The Users tab in your back office allows you to manage various aspects of your users and control their activity and metadata.

🚧

Backoffice and Your Environments

Note that Each capability is available in all the environments you are using (Development, Staging, QA, and Production). Each environment will reflect it’s own accounts and users, so the accounts and users in Development, Stating, and QA environments are probably testing accounts/users, while those in Production will be your customers, as well as possibly testing accounts/users.

You can filter your testing users by filtering your domain in the _Excluded domains _filter in the users section.

Managing users for your customer's accounts.

To begin with managing your users, go to your Environment of choice, then to BackofficeUsers.

On this screen, you can:

  • View and search users
  • Edit user and corresponding metadata
  • Edit user roles
  • Impersonate users
  • Assign user to another account
  • Lock and unlock user
  • Delete user

The Main Account is the primary account associated with the user. If a user is assigned to only one account, that is their primary account. Users can change their primary account by switching their active tenant from your application.

The Last Visit is the last time a user logged into this account. This value is updated on a regular basis.

The Daily Visits is the number of total visits for the user for all the days since the user was created. If a user visits multiple times on the same day, it is counted as only one visit. This value updates daily.

The Status indicates whether the user has verified their invitation to join the customer account by email. If you need to re-send the verification email, go to Environments ➜ Production ➜ Test ➜ Users and click the user menu for the unverified user. Select the option to resend the verification email.


📘

The accounts in Backoffice ➜ Users are the same users in Environments ➜ Production ➜ Test ➜ Users.

The page at Backoffice ➜ Users is intended for non-development teams and Environments ➜ Production ➜ Test ➜ Users is intended for development teams.

Via the user menu where you can:

  • Edit user and corresponding metadata
  • Edit user roles
  • Assign user to another account
  • Lock and unlock user
  • Delete user


📘

For additional user management options, visit Environments ➜ Production ➜ Test ➜ Users.

User impersonation

User Impersonation refers to the ability of a system to temporarily grant access to another users account, typically an administrator or support staff. This feature can be extremely useful for troubleshooting, testing, or resolving user issues without the need for the original user's login credentials. And with Frontegg, you can impersonate your users easily and securely.
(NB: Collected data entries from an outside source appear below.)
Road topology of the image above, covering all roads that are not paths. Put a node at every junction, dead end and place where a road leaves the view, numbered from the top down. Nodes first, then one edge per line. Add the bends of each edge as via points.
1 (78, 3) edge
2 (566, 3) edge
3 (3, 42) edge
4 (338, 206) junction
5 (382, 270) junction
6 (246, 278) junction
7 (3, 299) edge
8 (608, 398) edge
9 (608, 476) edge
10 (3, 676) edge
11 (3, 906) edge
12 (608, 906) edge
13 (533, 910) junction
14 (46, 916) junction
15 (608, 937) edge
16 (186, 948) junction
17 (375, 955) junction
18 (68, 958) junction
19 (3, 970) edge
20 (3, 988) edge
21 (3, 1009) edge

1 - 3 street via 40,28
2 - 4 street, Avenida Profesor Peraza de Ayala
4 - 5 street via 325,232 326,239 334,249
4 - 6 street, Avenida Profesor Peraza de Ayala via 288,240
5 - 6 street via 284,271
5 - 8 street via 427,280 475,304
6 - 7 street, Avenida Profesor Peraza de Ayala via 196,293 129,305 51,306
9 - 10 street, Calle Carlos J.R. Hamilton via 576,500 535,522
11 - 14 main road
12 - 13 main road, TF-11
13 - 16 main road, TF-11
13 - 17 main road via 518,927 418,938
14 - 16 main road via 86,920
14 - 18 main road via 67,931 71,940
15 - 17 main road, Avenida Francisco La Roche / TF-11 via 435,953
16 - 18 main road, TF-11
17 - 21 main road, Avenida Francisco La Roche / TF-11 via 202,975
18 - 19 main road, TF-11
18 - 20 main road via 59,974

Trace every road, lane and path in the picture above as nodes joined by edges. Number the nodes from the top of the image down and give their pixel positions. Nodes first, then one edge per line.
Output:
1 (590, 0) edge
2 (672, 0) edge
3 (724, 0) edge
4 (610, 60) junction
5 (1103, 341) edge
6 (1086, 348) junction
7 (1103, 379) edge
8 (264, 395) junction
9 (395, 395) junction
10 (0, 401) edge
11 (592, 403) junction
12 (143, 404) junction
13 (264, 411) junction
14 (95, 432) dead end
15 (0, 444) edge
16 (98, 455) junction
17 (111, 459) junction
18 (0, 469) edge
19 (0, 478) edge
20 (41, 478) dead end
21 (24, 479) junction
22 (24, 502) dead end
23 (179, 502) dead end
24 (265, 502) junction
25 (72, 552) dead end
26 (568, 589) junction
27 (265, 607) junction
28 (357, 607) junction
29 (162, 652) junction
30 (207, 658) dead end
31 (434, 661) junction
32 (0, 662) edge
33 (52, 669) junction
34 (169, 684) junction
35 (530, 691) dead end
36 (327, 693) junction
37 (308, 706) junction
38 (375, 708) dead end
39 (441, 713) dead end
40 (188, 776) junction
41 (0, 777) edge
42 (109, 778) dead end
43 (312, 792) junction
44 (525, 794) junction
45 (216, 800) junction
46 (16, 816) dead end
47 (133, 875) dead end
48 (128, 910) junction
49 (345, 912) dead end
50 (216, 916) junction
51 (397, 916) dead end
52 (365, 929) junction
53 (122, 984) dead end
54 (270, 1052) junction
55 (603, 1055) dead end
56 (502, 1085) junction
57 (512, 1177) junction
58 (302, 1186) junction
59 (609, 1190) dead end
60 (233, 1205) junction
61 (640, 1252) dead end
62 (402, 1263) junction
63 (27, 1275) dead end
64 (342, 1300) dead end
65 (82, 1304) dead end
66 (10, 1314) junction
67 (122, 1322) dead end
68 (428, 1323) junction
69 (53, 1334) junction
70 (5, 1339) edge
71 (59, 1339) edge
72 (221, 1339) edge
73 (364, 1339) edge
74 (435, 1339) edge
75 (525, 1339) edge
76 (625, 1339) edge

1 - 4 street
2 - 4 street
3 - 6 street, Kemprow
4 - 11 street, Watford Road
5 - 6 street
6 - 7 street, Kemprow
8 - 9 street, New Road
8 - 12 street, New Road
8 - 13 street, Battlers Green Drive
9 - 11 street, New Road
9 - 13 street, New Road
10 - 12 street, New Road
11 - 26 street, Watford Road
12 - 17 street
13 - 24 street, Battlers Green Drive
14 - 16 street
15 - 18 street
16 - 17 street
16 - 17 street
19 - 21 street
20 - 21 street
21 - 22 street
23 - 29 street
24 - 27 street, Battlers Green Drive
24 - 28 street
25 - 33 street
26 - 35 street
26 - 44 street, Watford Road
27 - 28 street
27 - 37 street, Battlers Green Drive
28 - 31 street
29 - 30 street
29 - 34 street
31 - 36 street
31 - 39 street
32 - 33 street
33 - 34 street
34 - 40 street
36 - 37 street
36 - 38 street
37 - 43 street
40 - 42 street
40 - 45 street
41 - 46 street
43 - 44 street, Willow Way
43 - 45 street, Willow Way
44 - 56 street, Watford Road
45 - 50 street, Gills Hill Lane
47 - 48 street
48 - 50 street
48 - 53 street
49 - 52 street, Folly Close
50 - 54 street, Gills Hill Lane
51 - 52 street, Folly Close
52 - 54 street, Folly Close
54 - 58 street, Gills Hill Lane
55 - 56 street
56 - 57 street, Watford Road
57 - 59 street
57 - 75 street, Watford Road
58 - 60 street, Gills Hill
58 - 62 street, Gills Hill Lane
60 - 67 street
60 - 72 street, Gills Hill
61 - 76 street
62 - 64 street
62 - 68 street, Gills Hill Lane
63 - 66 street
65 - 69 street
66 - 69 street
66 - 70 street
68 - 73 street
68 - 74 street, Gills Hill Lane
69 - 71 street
In this guide, you will learn about how to set up and configure user impersonation in your app. User impersonation is a powerful but potentially dangerous tool as it allows all actions inside another user’s account (including switching accounts if possible). Only give impersonation permissions to those you trust.
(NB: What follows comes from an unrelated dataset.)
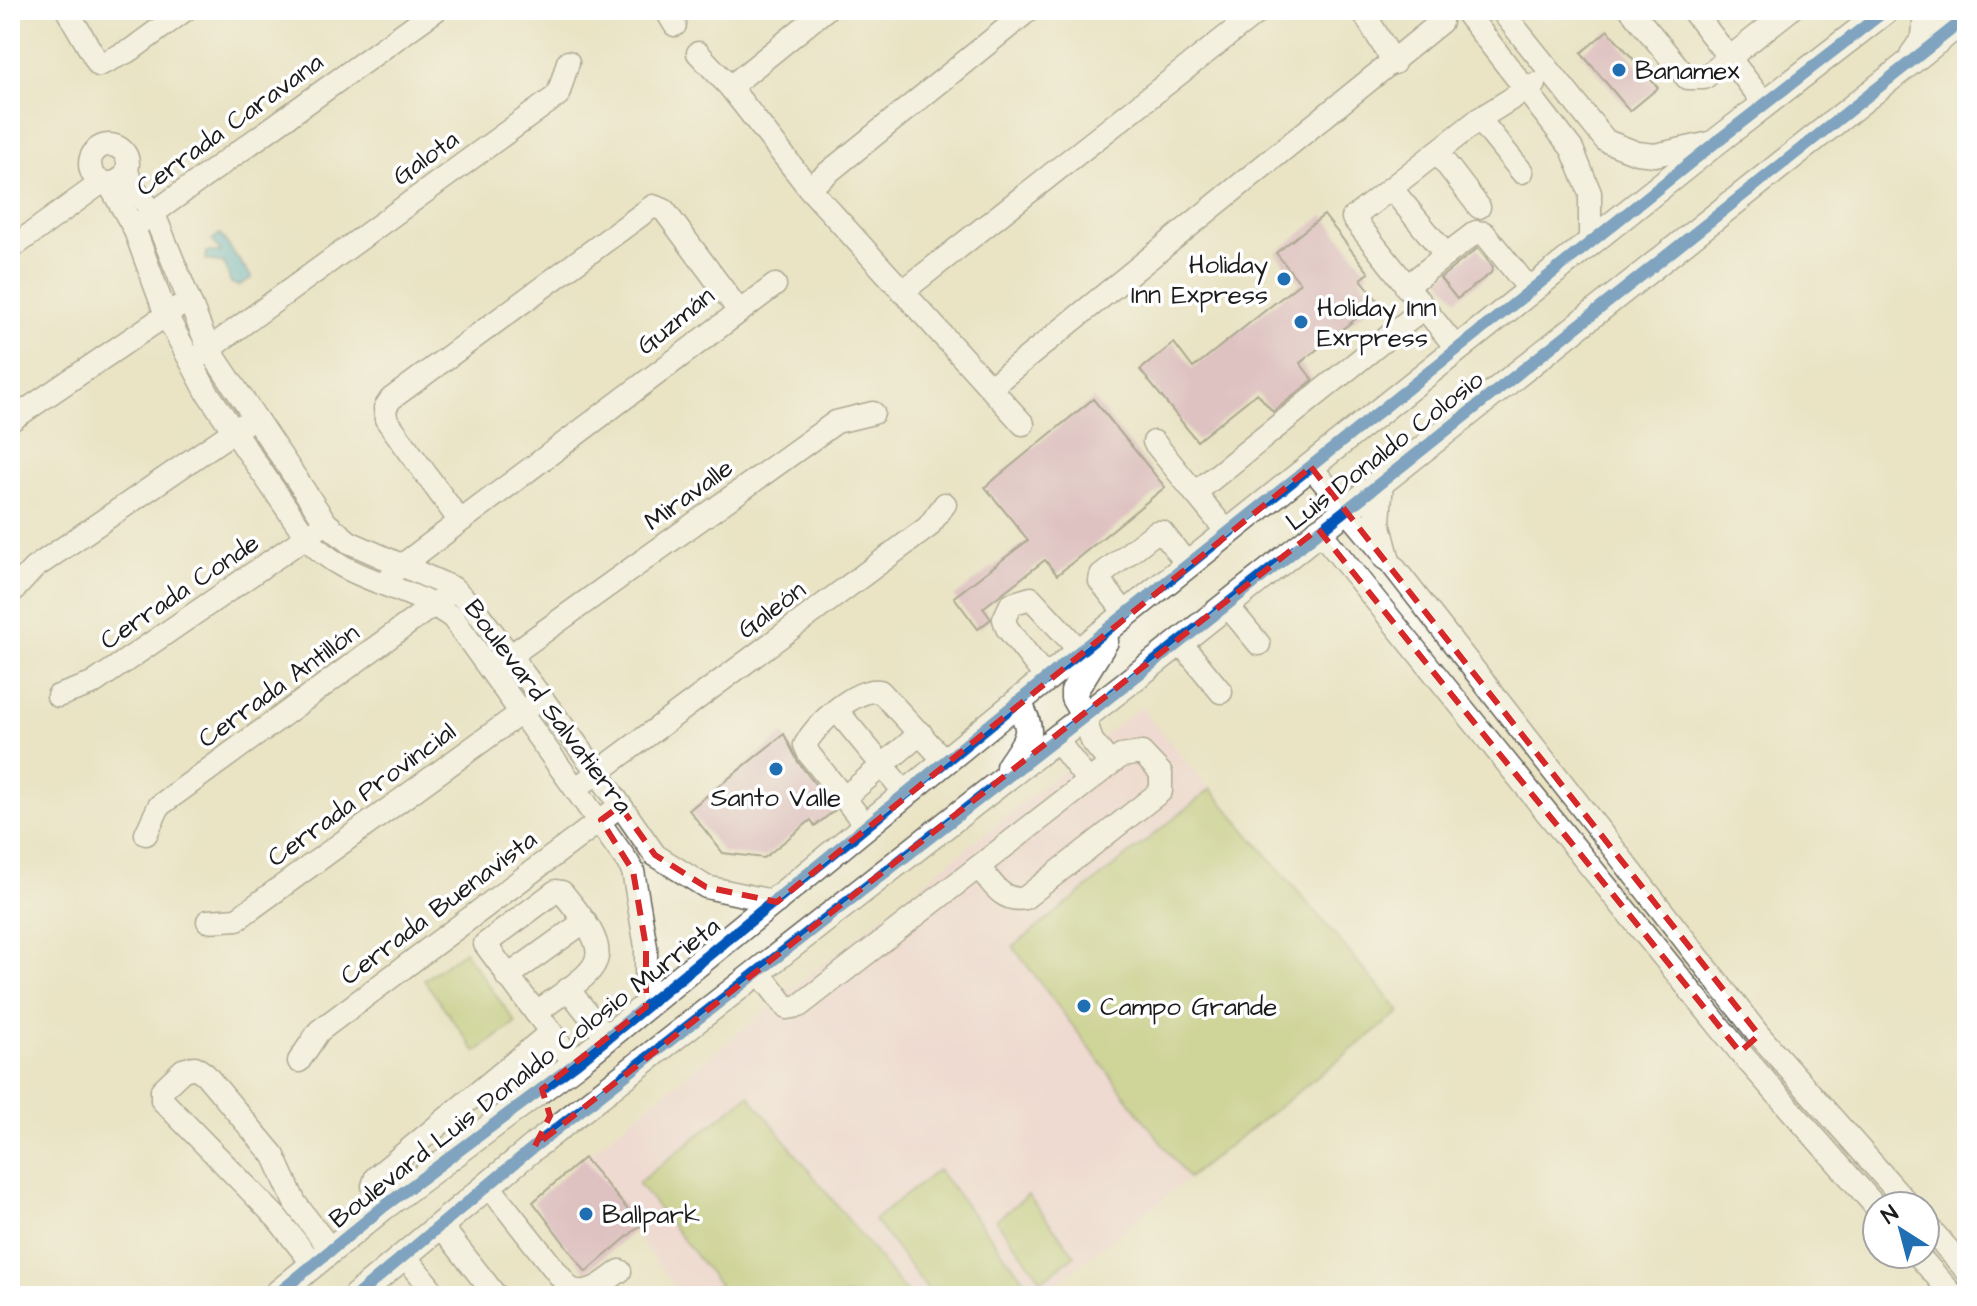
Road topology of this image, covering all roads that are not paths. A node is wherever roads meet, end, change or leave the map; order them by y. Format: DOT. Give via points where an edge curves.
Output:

Enabling user impersonation

When setting up user impersonation, you have two choices to make:

  1. Whether you want user impersonation enabled or not.
    If enabled, this doesn’t mean that anyone can use it. Only those with the right roles/permissions can use it.
  2. Whether you want to send audit logs about impersonated actions to accounts.
    Audit logs about impersonated actions are always sent to the Frontegg Portal (Audit Trail), but if enabled, this setting will prevent them from being sent to account audit logs. (However, keep in mind that user login sessions always show impersonation)

To configure these settings, go to Builder —> App Settings —> User Impersonation

Using user impersonation

To impersonate another user, all you need to do is locate the user you want to impersonate in any environment, choose which of their accounts you want to log in to, and then click “Impersonate User”.
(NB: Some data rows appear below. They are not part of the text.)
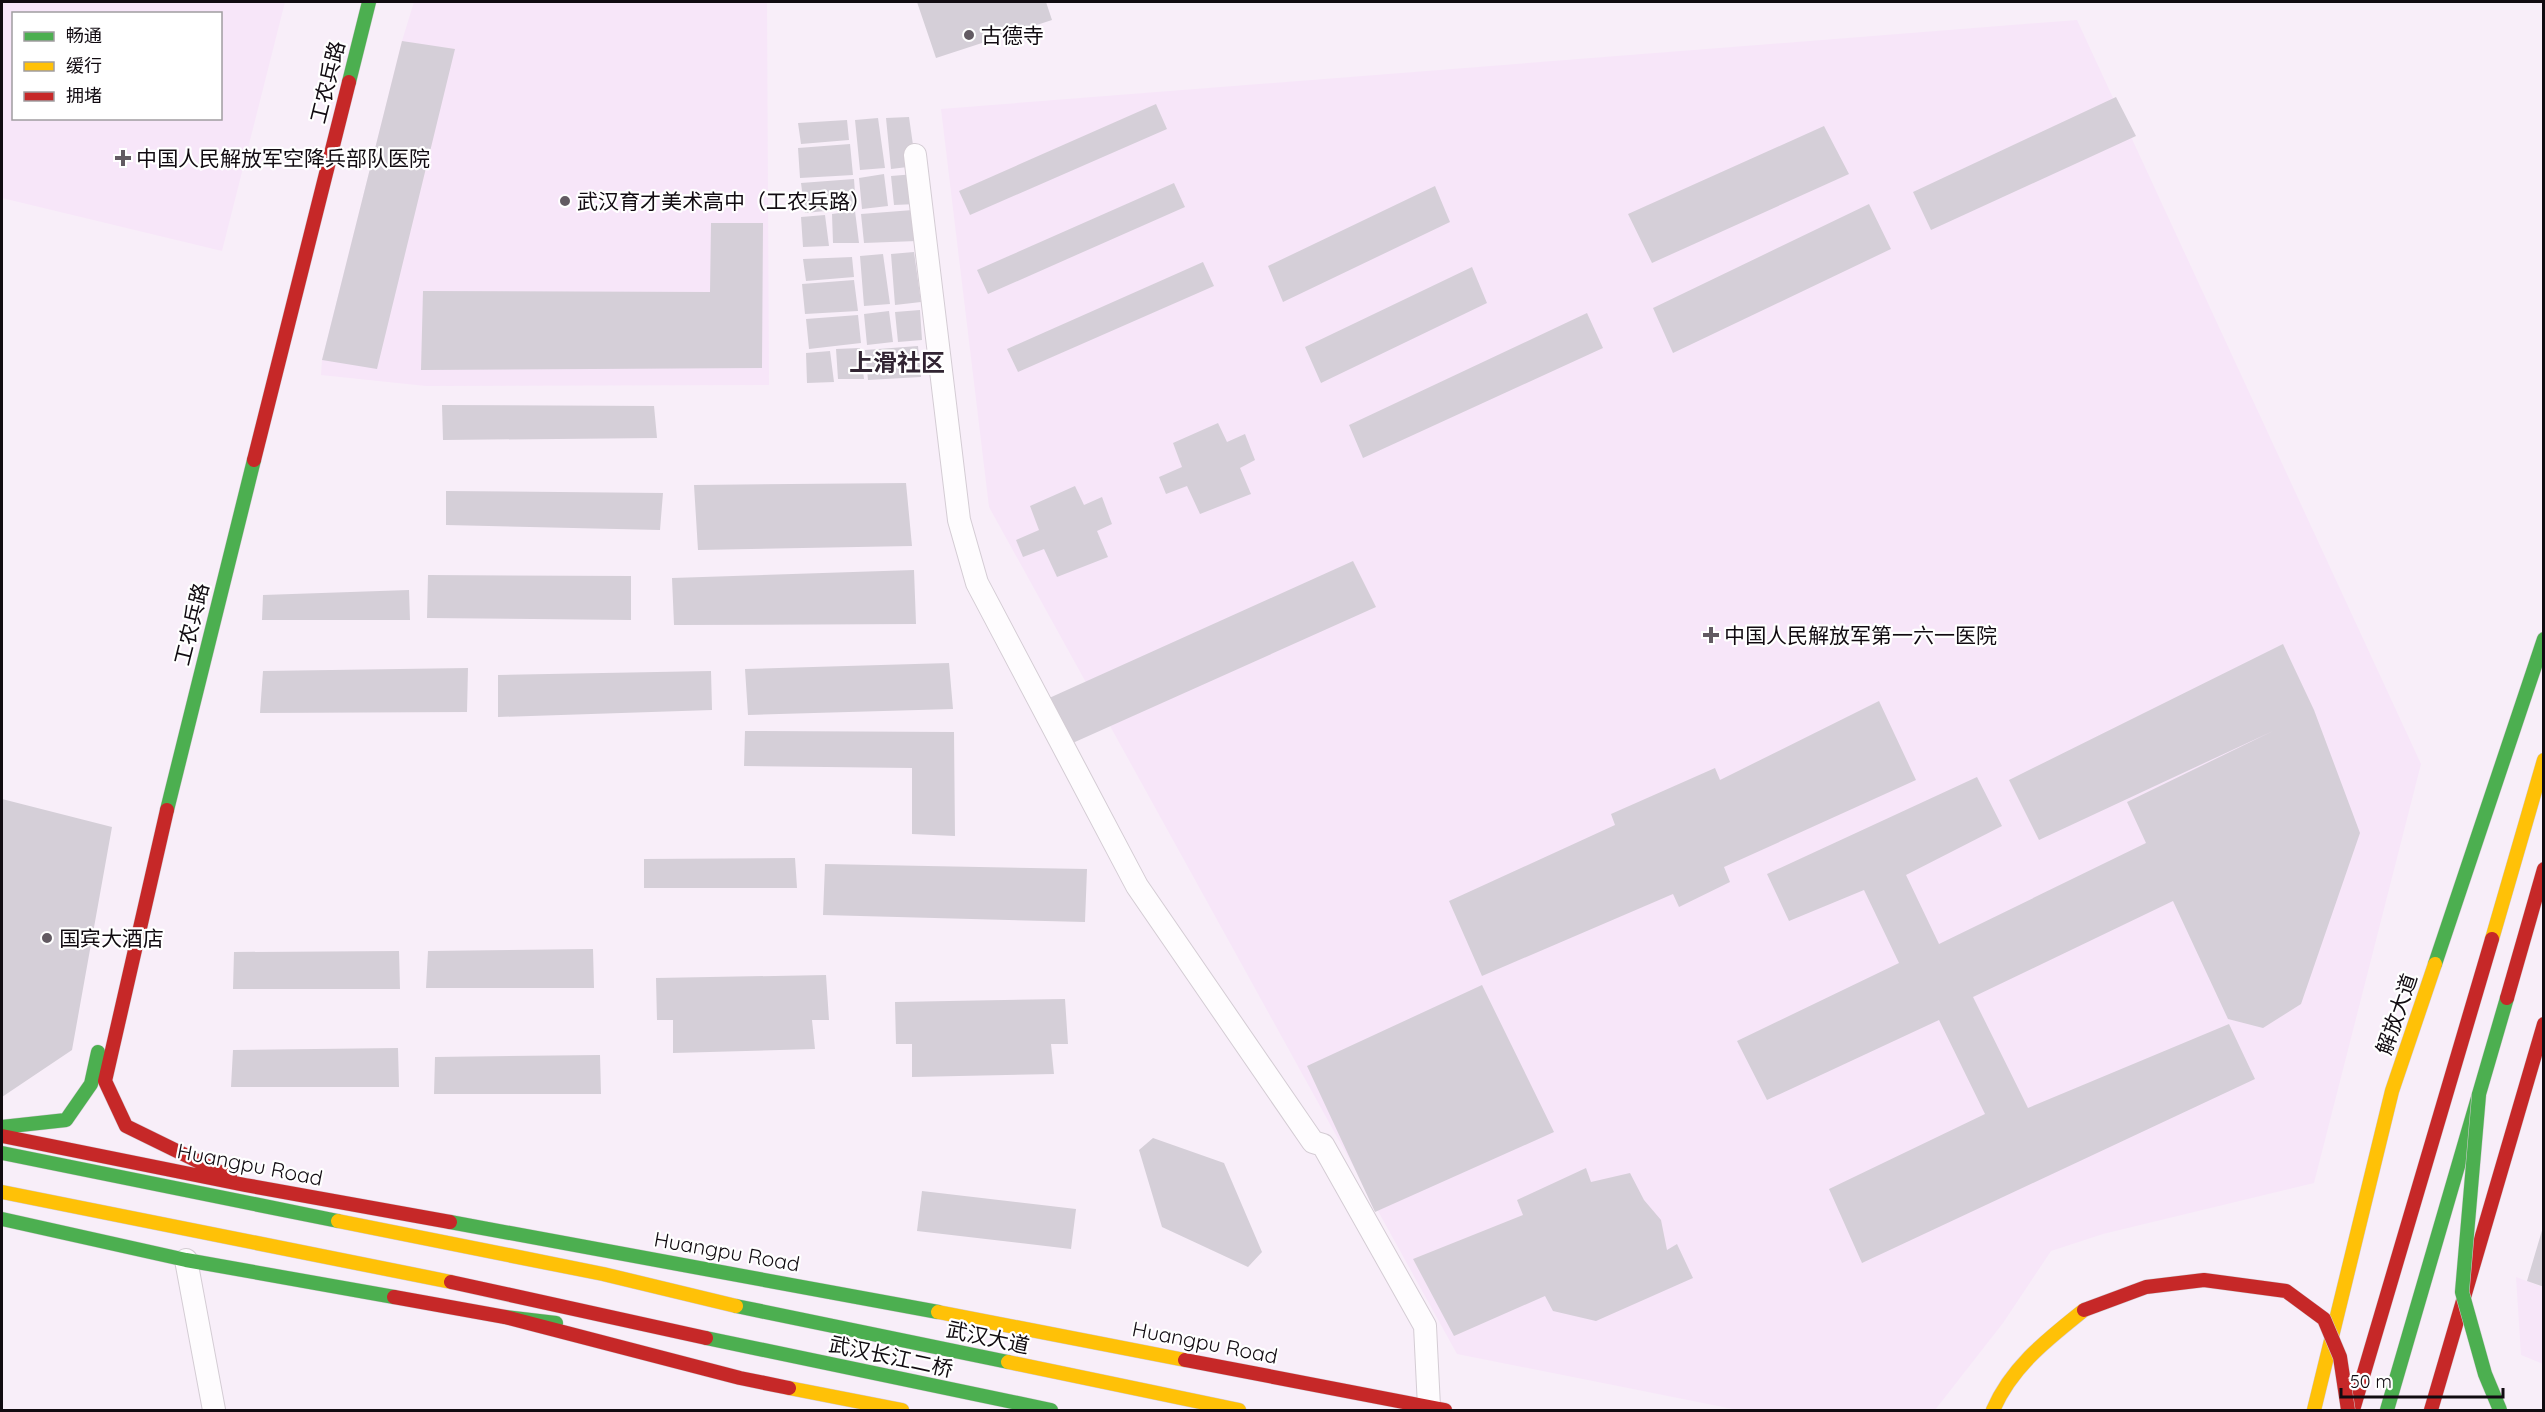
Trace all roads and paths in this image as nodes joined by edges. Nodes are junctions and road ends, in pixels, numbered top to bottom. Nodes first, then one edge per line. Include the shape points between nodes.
1 (356, 2) edge
2 (369, 2) edge
3 (915, 154) dead end
4 (2544, 639) edge
5 (2544, 760) edge
6 (2544, 869) edge
7 (2544, 1024) edge
8 (2479, 1095) junction
9 (2, 1127) edge
10 (2, 1136) edge
11 (2, 1153) edge
12 (245, 1185) junction
13 (2, 1192) edge
14 (2, 1219) edge
15 (535, 1238) junction
16 (186, 1260) junction
17 (603, 1274) junction
18 (730, 1305) joint
19 (505, 1317) junction
20 (722, 1342) junction
21 (1437, 1409) edge
22 (214, 1410) edge
23 (902, 1410) edge
24 (1051, 1410) edge
25 (1239, 1410) edge
26 (1993, 1410) edge
27 (2314, 1410) edge
28 (2348, 1410) edge
29 (2353, 1410) edge
30 (2387, 1410) edge
31 (2431, 1410) edge
32 (2500, 1410) edge

1 - 9 main road, 工农兵路 via 159,785 91,1084 66,1120
2 - 12 main road, 工农兵路 via 172,787 105,1081 126,1126
3 - 21 street via 959,520 977,583 1137,886 1313,1142 1323,1145 1425,1326
4 - 27 main road, 解放大道 via 2392,1090
5 - 29 main road
6 - 8 main road
7 - 31 main road
8 - 30 main road, bridge
8 - 32 main road, bridge via 2462,1292 2485,1374
10 - 12 main road, Huangpu Road
11 - 17 main road, Huangpu Road
12 - 15 main road, Huangpu Road
13 - 20 main road via 510,1294
14 - 16 main road
15 - 17 main road
15 - 21 main road, Huangpu Road
16 - 19 main road
16 - 22 street
17 - 18 main road, Huangpu Road
18 - 25 main road, 武汉大道
19 - 20 main road
19 - 23 main road via 740,1378
20 - 24 main road, 武汉长江二桥
26 - 28 main road, bridge via 1998,1393 2035,1350 2084,1310 2146,1287 2204,1280 2286,1291 2324,1319 2340,1358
You’ll then be asked to enter a reason you are impersonating that user. This reason will appear on vendor audit logs and account audit logs (if they are enabled).

If impersonation is enabled on your app and your role permits impersonation, a session will open in a new tab, logged in as your target user with their role. The session will last for a maximum of 60 minutes and can’t be extended.

Impersonation on a user level

If a user is the subject of an existing impersonation session, they should see an impersonation session in their login sessions. Like any of their sessions, they can revoke that session, ending the impersonation session.

Who can impersonate users

To impersonate users, you must either have an Owner role or an Impersonator role (in addition to any other role that gives you access to users).